THE PROBLEM =>
Copy out all lines of the material below in which "Spanish" occurs.

===== THE RECORDS =====

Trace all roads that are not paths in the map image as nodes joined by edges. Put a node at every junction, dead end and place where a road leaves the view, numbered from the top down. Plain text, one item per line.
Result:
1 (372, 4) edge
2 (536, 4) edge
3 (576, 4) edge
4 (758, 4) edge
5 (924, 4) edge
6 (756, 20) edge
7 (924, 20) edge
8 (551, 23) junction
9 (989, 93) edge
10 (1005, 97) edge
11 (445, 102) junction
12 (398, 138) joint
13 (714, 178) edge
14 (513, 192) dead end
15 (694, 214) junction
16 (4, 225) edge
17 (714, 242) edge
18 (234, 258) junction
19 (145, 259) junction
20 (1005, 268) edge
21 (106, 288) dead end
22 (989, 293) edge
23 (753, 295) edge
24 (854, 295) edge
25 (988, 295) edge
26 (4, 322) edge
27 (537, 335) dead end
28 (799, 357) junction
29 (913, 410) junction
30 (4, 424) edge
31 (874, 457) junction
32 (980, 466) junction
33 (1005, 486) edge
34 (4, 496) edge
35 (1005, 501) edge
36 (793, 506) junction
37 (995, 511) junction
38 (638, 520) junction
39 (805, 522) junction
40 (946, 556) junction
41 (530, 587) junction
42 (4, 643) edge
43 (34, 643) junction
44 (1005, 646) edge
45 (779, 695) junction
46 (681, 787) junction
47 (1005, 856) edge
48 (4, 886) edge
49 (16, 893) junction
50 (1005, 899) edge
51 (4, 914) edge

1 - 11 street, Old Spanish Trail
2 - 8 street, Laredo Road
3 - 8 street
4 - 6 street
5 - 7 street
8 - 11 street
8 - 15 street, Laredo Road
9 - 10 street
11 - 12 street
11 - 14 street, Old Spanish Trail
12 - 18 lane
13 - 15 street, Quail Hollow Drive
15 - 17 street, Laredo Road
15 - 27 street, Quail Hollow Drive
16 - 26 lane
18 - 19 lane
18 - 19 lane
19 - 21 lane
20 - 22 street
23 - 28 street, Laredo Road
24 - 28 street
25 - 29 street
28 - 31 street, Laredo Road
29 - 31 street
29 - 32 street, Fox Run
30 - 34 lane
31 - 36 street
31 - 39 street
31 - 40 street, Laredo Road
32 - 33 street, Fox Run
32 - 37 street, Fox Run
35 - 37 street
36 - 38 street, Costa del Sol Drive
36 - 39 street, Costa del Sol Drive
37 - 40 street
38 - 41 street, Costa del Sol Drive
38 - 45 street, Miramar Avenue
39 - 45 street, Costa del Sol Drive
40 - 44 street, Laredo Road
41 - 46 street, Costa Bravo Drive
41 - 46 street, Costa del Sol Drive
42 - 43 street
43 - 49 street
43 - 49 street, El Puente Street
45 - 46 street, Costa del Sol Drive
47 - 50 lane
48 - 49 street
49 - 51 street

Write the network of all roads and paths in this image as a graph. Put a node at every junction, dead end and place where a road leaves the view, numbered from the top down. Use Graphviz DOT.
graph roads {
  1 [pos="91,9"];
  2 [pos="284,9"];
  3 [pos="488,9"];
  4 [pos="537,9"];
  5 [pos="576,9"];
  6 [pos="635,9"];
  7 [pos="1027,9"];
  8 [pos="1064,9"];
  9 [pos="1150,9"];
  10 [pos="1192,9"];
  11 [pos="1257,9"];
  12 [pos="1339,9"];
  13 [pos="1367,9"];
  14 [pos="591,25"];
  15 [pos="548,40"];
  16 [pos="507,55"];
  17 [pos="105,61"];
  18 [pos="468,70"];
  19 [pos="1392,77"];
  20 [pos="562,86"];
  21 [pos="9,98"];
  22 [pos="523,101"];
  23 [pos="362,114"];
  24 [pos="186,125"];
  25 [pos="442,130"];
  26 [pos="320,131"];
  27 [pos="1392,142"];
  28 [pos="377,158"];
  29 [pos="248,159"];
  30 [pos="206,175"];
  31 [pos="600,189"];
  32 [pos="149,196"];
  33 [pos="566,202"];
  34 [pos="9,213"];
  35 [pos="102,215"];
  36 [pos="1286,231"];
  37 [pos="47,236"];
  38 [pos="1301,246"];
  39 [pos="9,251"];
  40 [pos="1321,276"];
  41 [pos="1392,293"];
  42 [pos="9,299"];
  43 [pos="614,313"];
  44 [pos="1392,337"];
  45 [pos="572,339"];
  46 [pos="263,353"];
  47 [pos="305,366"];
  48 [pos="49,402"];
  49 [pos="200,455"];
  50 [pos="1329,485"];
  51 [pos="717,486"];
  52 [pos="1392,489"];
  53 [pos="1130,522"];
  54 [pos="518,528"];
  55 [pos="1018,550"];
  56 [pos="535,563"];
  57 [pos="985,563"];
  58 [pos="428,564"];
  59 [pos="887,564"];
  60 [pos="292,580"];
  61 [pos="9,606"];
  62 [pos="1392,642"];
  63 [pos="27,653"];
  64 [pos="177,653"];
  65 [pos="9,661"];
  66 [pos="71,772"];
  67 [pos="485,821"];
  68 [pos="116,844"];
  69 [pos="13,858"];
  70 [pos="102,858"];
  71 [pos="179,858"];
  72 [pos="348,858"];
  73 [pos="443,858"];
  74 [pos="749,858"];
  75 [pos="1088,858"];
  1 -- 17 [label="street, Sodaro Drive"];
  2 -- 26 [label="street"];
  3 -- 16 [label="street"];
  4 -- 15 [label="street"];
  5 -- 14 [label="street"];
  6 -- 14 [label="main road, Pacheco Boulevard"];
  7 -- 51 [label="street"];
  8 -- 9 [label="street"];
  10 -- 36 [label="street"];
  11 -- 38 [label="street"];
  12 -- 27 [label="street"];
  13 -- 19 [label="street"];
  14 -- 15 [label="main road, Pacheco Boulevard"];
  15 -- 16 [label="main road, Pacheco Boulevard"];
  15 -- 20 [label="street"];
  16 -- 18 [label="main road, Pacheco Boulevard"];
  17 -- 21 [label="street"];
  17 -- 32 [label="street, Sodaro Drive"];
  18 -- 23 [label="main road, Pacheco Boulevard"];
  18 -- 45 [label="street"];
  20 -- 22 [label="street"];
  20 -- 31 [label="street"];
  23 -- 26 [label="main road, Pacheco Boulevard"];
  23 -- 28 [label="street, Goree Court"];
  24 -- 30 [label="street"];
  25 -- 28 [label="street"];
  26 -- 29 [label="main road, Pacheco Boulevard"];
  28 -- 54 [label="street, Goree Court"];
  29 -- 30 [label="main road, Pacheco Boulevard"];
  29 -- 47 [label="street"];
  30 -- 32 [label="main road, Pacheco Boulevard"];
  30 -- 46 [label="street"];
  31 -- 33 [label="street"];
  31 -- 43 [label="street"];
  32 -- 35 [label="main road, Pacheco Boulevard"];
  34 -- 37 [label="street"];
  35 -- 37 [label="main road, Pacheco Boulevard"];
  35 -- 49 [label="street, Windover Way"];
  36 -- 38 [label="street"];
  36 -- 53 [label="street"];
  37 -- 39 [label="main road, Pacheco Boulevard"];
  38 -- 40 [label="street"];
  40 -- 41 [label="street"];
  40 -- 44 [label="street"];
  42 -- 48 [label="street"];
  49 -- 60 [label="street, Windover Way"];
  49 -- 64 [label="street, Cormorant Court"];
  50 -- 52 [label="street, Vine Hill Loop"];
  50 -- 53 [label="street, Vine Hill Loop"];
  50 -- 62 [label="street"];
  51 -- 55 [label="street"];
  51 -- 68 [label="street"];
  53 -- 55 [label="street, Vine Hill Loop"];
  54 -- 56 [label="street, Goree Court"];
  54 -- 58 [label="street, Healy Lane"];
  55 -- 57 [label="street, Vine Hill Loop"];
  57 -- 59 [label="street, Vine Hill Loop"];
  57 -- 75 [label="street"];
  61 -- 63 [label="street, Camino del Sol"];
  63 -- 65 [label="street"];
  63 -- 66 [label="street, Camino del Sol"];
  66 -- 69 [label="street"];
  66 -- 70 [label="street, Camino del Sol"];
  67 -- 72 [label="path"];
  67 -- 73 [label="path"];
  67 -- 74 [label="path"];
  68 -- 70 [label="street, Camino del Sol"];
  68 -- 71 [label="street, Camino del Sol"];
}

=====

RESULT OF THIS TASK =>
1 - 11 street, Old Spanish Trail
11 - 14 street, Old Spanish Trail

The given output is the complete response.